WHAT THE EXERCISE ASKS: Below is some data. Retype exactly the lines starting at the one with "thumb ip: (43, 44)" and ending at the one with "index tip: (230, 219)".

***

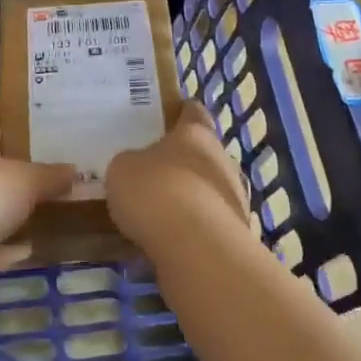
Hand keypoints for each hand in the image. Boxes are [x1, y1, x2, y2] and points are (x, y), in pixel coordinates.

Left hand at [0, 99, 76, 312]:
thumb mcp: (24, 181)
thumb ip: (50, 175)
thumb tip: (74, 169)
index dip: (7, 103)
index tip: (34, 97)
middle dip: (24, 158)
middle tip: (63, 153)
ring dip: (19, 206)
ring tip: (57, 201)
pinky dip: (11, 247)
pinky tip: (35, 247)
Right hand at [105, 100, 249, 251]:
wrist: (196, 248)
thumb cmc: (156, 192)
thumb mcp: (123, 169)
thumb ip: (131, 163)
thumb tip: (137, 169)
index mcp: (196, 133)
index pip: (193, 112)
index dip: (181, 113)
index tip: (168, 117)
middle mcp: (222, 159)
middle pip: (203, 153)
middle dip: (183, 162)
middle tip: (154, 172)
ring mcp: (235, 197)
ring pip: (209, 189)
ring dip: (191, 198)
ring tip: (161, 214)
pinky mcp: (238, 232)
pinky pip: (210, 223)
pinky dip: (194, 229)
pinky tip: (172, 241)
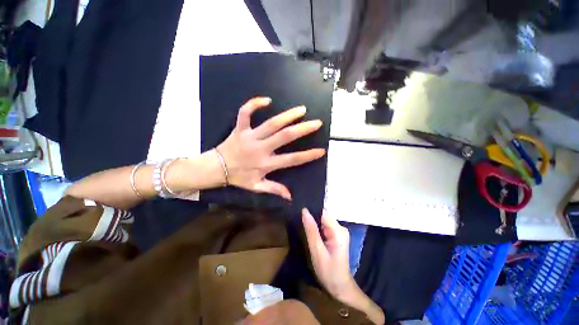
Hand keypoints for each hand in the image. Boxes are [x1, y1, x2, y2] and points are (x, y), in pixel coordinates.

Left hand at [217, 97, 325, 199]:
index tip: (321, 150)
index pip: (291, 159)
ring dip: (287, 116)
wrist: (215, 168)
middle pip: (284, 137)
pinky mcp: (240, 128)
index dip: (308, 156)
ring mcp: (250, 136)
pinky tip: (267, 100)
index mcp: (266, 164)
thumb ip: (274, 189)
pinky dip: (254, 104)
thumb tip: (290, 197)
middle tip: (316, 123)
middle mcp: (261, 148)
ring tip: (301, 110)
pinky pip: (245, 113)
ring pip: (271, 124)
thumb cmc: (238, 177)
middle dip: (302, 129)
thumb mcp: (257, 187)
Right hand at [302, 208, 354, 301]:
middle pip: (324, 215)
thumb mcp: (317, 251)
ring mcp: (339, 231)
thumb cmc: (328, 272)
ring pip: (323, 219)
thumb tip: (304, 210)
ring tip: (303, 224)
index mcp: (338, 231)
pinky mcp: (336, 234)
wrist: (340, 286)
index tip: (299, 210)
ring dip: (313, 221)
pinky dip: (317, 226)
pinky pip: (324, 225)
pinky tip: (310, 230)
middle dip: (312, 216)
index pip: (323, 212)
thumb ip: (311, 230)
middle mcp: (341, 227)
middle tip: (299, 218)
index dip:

***

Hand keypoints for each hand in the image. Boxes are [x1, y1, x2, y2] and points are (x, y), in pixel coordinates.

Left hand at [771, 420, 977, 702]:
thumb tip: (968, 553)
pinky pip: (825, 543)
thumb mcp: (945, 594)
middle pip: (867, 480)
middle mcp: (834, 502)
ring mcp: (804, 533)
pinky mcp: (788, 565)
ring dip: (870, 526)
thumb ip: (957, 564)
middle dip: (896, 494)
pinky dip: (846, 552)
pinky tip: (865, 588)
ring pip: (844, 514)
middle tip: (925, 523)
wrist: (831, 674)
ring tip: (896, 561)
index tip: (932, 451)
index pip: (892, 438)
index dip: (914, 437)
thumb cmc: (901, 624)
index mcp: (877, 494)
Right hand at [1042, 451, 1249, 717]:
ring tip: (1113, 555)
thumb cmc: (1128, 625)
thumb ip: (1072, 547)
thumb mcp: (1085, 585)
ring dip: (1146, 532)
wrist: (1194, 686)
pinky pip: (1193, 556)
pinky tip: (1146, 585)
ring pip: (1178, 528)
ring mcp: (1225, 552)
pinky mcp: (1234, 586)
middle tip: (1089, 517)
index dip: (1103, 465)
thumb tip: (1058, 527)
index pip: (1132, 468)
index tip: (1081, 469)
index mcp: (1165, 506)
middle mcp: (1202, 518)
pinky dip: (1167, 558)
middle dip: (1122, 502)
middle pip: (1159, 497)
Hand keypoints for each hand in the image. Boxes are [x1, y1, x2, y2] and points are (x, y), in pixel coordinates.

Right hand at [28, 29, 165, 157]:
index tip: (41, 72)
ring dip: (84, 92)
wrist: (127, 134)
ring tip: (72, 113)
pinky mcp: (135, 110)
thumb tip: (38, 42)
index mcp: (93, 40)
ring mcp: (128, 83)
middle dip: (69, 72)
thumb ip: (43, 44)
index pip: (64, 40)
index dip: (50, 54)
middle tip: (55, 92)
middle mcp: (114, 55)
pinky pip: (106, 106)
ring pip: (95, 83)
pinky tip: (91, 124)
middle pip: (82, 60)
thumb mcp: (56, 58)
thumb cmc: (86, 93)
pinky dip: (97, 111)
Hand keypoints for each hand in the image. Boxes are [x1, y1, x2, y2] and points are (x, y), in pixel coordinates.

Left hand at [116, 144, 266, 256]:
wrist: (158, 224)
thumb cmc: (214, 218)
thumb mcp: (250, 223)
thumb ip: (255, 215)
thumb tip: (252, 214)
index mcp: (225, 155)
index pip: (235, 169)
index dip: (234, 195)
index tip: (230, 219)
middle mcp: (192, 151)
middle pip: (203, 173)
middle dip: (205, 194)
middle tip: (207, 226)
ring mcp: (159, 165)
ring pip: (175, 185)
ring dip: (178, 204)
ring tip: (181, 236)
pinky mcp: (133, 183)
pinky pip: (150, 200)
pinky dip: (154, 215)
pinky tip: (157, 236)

***

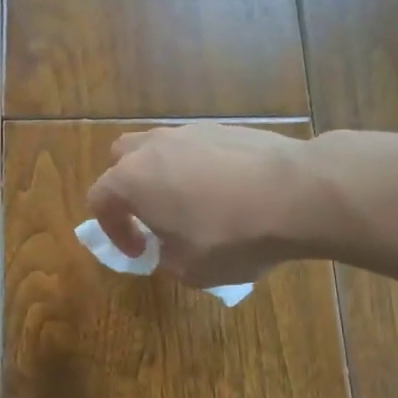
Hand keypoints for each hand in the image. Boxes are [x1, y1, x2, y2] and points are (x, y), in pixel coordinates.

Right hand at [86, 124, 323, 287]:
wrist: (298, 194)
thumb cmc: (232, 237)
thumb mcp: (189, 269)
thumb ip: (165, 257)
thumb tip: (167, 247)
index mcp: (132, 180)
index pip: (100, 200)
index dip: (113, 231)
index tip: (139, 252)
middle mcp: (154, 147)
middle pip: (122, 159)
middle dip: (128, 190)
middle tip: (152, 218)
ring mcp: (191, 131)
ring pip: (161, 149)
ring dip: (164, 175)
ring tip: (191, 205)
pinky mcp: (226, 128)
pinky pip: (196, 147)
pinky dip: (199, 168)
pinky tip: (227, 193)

***

ANSWER BELOW:
thumb ip: (43, 44)
index pip: (64, 40)
index dip: (50, 54)
middle tip: (55, 92)
middle mcp: (114, 55)
pinky pip: (106, 106)
ring pip: (95, 83)
pinky tip: (91, 124)
middle pip: (82, 60)
thumb mcp: (56, 58)
thumb cmc: (86, 93)
pinky dip: (97, 111)
Hand keypoints for each hand in the image. Boxes are [x1, y1, x2, y2] and points are (x, y), in pixel coordinates.

Left hand at [116, 144, 266, 256]:
wrist: (158, 224)
thumb cmc: (214, 218)
thumb mcp: (250, 223)
thumb ip: (255, 215)
thumb tip: (252, 214)
index mcp: (225, 155)
index pip: (235, 169)
index dip: (234, 195)
index tip: (230, 219)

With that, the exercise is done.